═══ DATA PROVIDED ═══

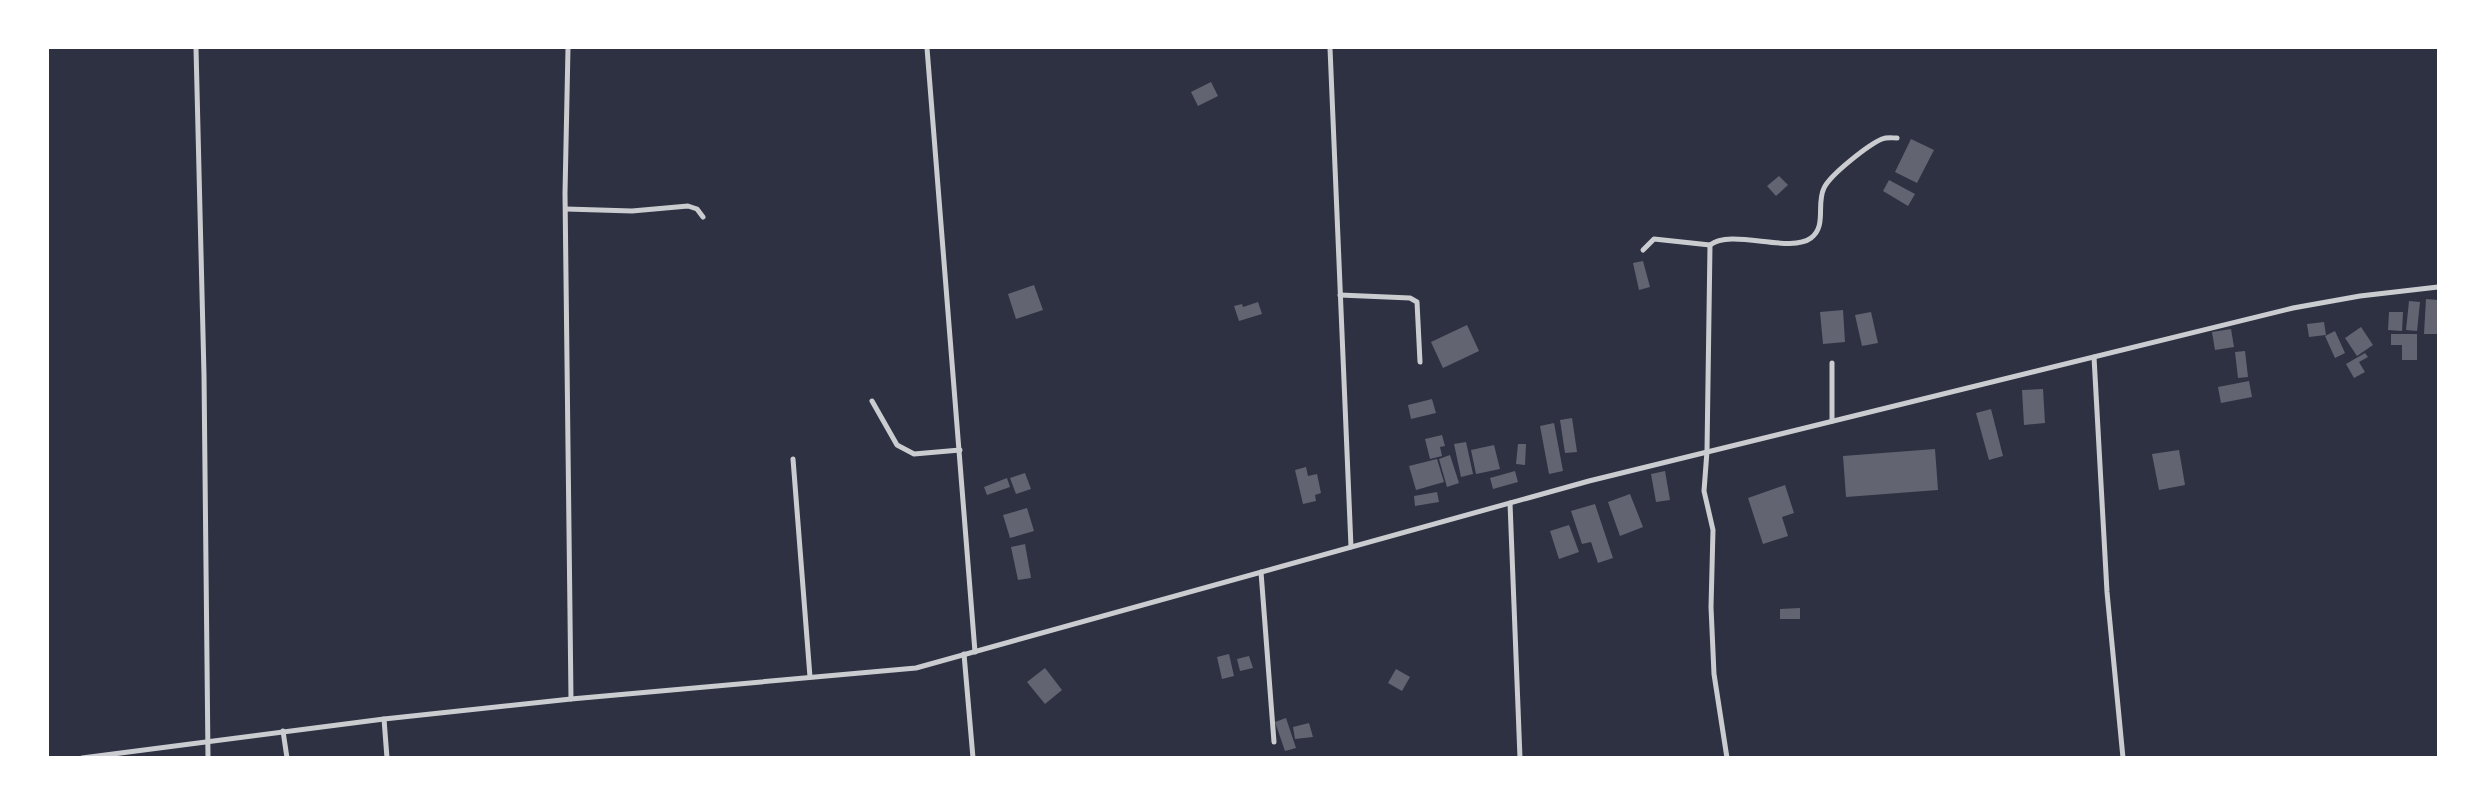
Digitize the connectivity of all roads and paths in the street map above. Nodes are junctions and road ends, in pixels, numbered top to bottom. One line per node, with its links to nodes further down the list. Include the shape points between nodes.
1 (196, 48): 29 (street)
2 (568, 48): 6 (street)
3 (928, 48): 17 (street)
4 (1330, 48): 11 (street)
5 (1897, 138): 8 (street, via 1884,138 1872,144 1832,177 1820,200 1820,225 1810,240 1794,243 1722,240)
6 (566, 209): 7 (street, via 632,211 688,206 697,209); 26 (street)
7 (703, 217)
8 (1710, 245): 9 (street, via 1654,239); 18 (street)
9 (1643, 250)
10 (2438, 287): 12 (street, via 2293,308)
11 (1340, 295): 13 (street, via 1410,298 1417,302); 21 (street)
12 (2094, 357): 16 (street); 38 (street, via 2107,592)
13 (1420, 362)
14 (1832, 363): 16 (street)
15 (872, 401): 17 (street, via 897,445 914,454)
16 (1832, 421): 18 (street)
17 (960, 450): 23 (street)
18 (1708, 452): 20 (street); 37 (street, via 1704,491 1713,530 1711,607 1714,674)
19 (793, 459): 25 (street)
20 (1510, 503): 21 (street); 36 (street)
21 (1351, 548): 22 (street)
22 (1261, 572): 23 (street); 30 (street)
23 (975, 652): 24 (street)
24 (964, 654): 25 (street, via 916,668); 35 (street)
25 (810, 676): 26 (street)
26 (571, 699): 27 (street)
27 (384, 719): 28 (street); 34 (street)
28 (283, 731): 29 (street); 33 (street)
29 (208, 741): 31 (street); 32 (street)
30 (1274, 742)
31 (82, 758)
32 (208, 758)
33 (287, 758)
34 (387, 758)
35 (973, 758)
36 (1520, 758)
37 (1727, 758)
38 (2123, 758)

═══

● **WORK INSTRUCTIONS**: Output all the entries exactly, minus any pictures.

● **TASK RESPONSE**:
Digitize the connectivity of all roads and paths in the street map above. Nodes are junctions and road ends, in pixels, numbered top to bottom. One line per node, with its links to nodes further down the list. Include the shape points between nodes.
1 (196, 48): 29 (street)
2 (568, 48): 6 (street)
3 (928, 48): 17 (street)
4 (1330, 48): 11 (street)
5 (1897, 138): 8 (street, via 1884,138 1872,144 1832,177 1820,200 1820,225 1810,240 1794,243 1722,240)
6 (566, 209): 7 (street, via 632,211 688,206 697,209); 26 (street)
7 (703, 217)
8 (1710, 245): 9 (street, via 1654,239); 18 (street)
9 (1643, 250)
10 (2438, 287): 12 (street, via 2293,308)
11 (1340, 295): 13 (street, via 1410,298 1417,302); 21 (street)
12 (2094, 357): 16 (street); 38 (street, via 2107,592)
13 (1420, 362)
14 (1832, 363): 16 (street)
15 (872, 401): 17 (street, via 897,445 914,454)
16 (1832, 421): 18 (street)
17 (960, 450): 23 (street)
18 (1708, 452): 20 (street); 37 (street, via 1704,491 1713,530 1711,607 1714,674)
19 (793, 459): 25 (street)
20 (1510, 503): 21 (street); 36 (street)
21 (1351, 548): 22 (street)
22 (1261, 572): 23 (street); 30 (street)
23 (975, 652): 24 (street)
24 (964, 654): 25 (street, via 916,668); 35 (street)
25 (810, 676): 26 (street)
26 (571, 699): 27 (street)
27 (384, 719): 28 (street); 34 (street)
28 (283, 731): 29 (street); 33 (street)
29 (208, 741): 31 (street); 32 (street)
30 (1274, 742)
31 (82, 758)
32 (208, 758)
33 (287, 758)
34 (387, 758)
35 (973, 758)
36 (1520, 758)
37 (1727, 758)
38 (2123, 758)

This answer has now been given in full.